● EXERCISE PROMPT
State how many lines of the entries include the string "wrist", please, leaving out everything but the number.

Top of PROVIDED RECORDS

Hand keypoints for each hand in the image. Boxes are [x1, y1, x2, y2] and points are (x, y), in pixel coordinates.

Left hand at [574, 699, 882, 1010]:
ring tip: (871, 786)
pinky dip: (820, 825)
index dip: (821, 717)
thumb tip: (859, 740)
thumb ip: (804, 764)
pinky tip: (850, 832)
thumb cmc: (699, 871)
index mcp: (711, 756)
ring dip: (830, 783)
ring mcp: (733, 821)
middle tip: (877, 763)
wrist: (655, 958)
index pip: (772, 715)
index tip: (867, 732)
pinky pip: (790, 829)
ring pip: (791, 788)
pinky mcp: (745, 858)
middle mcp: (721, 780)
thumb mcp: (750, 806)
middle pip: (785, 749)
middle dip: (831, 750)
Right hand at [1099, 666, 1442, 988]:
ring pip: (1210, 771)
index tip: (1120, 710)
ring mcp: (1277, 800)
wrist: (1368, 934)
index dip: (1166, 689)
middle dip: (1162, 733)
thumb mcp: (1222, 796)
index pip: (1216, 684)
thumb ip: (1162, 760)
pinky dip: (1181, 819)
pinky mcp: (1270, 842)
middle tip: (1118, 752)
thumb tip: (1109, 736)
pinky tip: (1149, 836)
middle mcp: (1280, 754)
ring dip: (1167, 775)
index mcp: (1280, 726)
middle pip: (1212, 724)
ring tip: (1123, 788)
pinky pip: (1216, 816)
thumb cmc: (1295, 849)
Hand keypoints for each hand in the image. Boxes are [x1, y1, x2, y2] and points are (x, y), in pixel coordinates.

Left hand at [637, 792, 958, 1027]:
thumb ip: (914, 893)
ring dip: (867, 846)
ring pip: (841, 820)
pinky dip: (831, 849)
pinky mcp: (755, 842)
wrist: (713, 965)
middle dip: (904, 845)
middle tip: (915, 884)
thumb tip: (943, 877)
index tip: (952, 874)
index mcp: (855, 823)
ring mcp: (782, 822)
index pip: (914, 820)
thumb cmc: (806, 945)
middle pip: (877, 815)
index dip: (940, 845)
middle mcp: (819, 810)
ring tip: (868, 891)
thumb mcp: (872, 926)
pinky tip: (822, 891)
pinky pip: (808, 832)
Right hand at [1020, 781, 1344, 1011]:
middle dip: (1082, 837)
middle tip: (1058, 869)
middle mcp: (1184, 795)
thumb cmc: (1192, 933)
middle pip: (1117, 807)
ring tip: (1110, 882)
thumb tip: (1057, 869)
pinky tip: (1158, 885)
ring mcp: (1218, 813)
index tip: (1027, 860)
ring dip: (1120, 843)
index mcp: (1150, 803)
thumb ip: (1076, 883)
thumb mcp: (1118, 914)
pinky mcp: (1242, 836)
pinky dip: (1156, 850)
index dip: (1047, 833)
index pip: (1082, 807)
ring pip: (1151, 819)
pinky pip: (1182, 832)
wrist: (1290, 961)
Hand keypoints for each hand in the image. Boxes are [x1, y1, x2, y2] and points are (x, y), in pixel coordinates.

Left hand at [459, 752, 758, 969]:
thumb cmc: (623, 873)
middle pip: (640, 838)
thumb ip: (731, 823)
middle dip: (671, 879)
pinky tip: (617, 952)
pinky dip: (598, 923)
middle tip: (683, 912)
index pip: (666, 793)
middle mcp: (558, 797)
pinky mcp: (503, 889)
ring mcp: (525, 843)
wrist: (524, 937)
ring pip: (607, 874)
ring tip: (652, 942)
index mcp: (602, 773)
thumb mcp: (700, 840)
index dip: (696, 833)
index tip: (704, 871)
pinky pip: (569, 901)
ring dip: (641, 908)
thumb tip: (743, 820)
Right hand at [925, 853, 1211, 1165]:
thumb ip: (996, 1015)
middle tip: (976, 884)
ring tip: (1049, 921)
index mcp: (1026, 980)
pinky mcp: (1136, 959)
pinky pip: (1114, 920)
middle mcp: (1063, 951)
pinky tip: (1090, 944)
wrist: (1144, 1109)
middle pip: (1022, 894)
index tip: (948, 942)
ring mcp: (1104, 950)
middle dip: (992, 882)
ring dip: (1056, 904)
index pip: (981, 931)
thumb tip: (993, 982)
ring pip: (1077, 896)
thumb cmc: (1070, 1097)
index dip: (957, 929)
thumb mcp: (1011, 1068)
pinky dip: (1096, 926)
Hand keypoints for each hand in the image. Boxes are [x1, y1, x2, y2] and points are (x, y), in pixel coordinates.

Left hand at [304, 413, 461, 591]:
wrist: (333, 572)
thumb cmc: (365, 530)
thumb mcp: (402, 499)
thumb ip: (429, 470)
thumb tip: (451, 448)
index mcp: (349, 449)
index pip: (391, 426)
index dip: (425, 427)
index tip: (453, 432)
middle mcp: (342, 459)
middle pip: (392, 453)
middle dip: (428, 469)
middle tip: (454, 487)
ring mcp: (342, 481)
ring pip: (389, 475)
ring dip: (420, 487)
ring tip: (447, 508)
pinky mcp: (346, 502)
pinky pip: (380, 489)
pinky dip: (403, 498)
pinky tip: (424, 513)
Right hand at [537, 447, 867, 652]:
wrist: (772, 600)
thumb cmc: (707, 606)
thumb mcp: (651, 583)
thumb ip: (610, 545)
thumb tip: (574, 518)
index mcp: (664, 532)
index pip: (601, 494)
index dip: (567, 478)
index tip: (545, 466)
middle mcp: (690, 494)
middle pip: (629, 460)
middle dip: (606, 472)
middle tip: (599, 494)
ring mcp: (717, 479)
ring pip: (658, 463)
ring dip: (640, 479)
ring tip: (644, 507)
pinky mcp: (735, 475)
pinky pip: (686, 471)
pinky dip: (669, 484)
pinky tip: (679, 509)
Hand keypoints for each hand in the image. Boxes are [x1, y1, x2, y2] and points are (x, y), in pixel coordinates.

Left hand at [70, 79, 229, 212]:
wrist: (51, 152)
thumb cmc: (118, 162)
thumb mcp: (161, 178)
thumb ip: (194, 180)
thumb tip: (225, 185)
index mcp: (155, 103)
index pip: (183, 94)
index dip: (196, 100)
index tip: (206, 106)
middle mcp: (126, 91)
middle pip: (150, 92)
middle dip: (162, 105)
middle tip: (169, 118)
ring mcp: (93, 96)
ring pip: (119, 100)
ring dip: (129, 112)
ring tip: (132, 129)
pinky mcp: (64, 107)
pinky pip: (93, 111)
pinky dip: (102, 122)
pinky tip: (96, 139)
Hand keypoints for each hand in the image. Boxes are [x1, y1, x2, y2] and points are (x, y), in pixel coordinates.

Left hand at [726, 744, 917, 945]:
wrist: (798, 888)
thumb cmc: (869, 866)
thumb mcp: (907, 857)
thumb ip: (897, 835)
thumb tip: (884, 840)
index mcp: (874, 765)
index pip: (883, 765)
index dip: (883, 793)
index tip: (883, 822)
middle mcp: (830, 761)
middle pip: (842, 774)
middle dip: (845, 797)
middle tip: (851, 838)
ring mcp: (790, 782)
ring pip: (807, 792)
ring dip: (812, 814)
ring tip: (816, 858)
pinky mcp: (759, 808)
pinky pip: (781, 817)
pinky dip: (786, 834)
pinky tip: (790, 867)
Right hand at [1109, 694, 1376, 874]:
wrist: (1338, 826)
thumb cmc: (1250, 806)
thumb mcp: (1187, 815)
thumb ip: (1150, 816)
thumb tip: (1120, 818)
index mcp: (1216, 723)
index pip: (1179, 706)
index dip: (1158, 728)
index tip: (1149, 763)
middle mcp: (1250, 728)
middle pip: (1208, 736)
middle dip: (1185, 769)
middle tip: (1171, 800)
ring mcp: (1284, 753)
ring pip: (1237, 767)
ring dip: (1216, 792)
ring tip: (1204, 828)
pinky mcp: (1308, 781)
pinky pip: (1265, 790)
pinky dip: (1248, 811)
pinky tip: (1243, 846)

Bottom of PROVIDED RECORDS

● EXERCISE SOLUTION
11